» **WHAT YOU HAVE TO DO**
Filter the data for lines with the word "dddddd" and copy those lines.

» **INPUT DATA**
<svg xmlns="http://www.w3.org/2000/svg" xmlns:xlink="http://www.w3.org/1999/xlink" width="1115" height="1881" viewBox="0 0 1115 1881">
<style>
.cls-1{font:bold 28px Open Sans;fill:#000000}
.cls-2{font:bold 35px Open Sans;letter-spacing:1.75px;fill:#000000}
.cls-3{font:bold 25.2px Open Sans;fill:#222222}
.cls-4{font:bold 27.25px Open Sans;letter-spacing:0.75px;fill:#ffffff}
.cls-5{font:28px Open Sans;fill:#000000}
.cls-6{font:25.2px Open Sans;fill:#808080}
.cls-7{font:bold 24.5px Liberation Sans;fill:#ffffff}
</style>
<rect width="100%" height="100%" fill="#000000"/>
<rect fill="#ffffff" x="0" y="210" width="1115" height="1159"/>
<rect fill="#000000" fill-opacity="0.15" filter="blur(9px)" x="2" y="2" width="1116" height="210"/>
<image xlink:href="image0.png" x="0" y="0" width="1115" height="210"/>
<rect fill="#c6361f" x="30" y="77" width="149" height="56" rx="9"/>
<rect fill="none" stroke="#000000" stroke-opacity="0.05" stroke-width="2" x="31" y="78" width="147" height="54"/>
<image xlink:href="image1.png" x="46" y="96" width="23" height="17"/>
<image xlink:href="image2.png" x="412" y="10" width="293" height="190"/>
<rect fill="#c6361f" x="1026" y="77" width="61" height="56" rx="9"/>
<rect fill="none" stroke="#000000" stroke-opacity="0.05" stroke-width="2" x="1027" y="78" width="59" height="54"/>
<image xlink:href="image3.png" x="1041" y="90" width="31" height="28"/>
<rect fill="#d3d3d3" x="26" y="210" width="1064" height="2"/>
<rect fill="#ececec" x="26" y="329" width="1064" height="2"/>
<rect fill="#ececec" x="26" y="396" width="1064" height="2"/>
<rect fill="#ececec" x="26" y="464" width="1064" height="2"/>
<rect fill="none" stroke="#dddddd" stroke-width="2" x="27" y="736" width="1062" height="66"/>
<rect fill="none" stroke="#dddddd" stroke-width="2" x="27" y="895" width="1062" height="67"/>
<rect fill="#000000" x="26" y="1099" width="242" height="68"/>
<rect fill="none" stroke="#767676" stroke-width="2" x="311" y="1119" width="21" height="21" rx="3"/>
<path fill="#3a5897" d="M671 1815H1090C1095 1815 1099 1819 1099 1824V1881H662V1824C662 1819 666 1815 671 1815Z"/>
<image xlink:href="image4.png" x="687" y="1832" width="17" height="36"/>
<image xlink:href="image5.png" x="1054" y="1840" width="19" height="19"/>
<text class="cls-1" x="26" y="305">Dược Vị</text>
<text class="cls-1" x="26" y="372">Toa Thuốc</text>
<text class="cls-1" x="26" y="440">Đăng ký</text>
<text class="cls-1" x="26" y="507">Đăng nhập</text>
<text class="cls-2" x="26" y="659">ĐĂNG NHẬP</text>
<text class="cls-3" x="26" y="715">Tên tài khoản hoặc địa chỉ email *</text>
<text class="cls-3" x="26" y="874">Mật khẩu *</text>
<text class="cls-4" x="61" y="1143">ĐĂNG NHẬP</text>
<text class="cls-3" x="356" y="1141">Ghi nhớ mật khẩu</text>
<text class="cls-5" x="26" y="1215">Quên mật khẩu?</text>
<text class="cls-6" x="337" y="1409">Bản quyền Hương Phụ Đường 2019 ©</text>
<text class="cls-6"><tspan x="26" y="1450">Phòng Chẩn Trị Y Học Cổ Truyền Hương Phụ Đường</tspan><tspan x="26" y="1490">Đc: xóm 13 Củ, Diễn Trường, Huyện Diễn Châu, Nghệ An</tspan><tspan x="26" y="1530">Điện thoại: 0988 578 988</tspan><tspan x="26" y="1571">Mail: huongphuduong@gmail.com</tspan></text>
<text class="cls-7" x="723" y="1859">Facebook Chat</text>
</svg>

» **RESULT OF THE TASK**
<rect fill="none" stroke="#dddddd" stroke-width="2" x="27" y="736" width="1062" height="66"/>
<rect fill="none" stroke="#dddddd" stroke-width="2" x="27" y="895" width="1062" height="67"/>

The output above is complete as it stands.